What the task asks :: What lines below mention the word "TALCY"? Copy each one.

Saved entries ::
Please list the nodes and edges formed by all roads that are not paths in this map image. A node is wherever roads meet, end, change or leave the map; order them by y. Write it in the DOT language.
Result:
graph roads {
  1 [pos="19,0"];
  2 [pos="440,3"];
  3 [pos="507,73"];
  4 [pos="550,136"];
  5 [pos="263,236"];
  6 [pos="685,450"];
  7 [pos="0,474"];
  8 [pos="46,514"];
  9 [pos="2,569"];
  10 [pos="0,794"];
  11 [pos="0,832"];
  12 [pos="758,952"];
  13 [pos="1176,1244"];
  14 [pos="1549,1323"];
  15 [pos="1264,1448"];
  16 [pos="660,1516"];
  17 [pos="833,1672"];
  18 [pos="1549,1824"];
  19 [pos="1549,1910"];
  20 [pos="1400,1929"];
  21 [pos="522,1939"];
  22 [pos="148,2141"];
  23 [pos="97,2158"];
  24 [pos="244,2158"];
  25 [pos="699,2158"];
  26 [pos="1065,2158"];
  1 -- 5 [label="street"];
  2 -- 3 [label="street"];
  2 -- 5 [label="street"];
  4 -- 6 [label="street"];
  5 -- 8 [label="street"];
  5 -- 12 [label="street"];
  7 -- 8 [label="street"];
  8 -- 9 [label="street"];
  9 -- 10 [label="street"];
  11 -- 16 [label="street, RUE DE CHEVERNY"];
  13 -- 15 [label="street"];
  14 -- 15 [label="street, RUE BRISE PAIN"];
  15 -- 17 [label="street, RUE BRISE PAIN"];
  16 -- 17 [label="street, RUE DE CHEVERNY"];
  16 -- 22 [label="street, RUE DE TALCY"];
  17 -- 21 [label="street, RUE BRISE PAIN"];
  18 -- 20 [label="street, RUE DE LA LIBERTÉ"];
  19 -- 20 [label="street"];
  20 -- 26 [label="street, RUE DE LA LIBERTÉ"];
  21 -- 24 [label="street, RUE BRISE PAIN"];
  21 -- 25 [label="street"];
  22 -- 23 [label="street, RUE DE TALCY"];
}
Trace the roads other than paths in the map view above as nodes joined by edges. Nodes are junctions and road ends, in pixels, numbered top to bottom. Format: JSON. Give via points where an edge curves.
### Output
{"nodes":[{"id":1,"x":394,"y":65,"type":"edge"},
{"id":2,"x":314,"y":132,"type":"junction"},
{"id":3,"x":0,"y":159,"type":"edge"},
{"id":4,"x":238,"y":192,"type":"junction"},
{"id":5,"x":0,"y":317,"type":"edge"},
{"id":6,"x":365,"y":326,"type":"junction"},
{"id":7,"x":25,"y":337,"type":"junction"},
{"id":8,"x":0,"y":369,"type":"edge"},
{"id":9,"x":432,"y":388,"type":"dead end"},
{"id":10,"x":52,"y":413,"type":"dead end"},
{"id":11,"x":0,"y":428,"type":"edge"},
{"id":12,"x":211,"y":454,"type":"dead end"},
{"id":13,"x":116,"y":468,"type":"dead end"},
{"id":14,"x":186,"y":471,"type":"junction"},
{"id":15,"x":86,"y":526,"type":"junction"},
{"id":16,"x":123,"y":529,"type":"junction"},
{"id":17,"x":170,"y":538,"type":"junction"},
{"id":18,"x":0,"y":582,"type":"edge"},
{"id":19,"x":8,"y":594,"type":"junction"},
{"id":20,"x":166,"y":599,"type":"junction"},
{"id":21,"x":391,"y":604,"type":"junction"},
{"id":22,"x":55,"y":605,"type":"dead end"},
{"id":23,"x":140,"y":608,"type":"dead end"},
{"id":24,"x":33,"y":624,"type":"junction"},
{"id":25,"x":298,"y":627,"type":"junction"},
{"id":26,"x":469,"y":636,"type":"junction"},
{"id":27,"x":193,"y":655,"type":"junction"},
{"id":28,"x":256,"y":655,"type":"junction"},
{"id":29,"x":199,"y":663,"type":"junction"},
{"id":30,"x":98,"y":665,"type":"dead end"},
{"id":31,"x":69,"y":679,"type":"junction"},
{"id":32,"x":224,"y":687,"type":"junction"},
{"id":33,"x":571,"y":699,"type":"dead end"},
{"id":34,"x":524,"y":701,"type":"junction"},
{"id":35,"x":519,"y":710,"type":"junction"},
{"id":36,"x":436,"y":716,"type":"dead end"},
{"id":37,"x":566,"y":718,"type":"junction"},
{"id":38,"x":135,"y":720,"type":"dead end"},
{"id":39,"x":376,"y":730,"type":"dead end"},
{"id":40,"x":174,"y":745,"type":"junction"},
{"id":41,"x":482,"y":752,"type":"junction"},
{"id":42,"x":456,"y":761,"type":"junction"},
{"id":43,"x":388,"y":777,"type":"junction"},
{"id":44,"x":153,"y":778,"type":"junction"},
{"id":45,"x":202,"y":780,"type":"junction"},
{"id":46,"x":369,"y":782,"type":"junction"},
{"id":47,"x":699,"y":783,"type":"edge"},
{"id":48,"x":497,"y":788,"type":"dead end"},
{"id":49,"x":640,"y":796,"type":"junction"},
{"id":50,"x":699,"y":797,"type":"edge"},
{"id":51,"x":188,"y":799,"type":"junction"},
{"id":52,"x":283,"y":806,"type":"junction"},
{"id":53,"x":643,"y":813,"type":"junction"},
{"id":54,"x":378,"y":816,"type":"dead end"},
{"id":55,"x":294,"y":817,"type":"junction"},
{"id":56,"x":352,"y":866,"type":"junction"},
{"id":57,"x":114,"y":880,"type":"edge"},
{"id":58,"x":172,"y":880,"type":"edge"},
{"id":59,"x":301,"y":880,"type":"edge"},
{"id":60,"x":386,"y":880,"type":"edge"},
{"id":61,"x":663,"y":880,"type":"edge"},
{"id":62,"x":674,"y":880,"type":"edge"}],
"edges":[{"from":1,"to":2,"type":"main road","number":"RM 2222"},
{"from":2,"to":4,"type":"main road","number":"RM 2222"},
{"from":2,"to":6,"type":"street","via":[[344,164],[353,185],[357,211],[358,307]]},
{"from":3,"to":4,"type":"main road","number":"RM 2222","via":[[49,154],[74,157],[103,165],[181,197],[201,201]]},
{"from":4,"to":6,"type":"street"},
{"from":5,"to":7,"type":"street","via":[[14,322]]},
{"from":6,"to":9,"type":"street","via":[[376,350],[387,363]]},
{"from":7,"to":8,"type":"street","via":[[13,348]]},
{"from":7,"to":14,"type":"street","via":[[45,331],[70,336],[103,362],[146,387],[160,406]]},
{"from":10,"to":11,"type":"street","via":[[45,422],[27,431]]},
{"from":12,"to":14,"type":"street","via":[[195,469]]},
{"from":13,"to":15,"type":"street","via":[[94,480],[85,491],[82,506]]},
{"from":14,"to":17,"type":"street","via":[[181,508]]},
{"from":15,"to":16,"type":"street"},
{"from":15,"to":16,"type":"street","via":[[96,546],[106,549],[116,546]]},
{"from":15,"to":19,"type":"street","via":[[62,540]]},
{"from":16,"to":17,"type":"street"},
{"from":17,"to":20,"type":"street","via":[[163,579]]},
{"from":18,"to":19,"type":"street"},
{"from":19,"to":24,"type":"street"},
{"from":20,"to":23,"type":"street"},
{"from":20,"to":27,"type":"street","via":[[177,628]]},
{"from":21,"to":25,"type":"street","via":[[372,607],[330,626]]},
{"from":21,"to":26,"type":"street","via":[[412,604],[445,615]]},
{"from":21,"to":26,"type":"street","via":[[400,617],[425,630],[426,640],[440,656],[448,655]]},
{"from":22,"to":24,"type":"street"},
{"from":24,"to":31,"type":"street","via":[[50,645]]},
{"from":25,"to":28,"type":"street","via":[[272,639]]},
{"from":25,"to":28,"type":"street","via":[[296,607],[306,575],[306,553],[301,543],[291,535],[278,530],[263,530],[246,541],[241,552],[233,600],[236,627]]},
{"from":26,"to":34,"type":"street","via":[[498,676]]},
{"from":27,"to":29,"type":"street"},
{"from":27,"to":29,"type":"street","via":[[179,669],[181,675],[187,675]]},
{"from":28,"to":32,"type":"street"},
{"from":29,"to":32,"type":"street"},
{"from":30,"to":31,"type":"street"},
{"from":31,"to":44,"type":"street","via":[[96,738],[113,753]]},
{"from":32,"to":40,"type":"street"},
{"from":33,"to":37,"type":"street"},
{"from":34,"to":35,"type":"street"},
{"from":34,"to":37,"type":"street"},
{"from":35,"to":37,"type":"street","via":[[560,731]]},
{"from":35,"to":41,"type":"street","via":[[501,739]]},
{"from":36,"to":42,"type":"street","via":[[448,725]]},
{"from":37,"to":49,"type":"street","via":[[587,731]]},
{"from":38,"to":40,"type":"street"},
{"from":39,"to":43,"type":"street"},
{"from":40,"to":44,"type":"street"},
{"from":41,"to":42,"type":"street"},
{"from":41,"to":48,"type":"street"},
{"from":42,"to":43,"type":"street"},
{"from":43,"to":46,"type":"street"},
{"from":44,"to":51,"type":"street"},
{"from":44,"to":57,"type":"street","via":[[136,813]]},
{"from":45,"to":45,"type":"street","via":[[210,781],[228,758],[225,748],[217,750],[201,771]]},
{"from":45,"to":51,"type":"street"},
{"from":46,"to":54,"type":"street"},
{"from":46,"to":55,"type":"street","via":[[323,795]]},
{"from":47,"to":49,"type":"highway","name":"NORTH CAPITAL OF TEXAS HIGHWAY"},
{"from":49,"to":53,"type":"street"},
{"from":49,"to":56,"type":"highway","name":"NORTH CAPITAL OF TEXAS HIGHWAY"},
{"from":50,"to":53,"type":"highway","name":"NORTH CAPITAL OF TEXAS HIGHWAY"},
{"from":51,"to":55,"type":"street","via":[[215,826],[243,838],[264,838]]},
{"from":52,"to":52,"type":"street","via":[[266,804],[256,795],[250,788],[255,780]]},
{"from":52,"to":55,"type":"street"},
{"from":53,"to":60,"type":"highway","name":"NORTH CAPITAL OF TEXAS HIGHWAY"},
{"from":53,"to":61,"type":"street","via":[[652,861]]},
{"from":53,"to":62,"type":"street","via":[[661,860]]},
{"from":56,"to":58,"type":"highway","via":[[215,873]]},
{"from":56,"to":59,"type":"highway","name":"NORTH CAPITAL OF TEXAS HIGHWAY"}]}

Expected answer ::
  16 -- 22 [label="street, RUE DE TALCY"];
  22 -- 23 [label="street, RUE DE TALCY"];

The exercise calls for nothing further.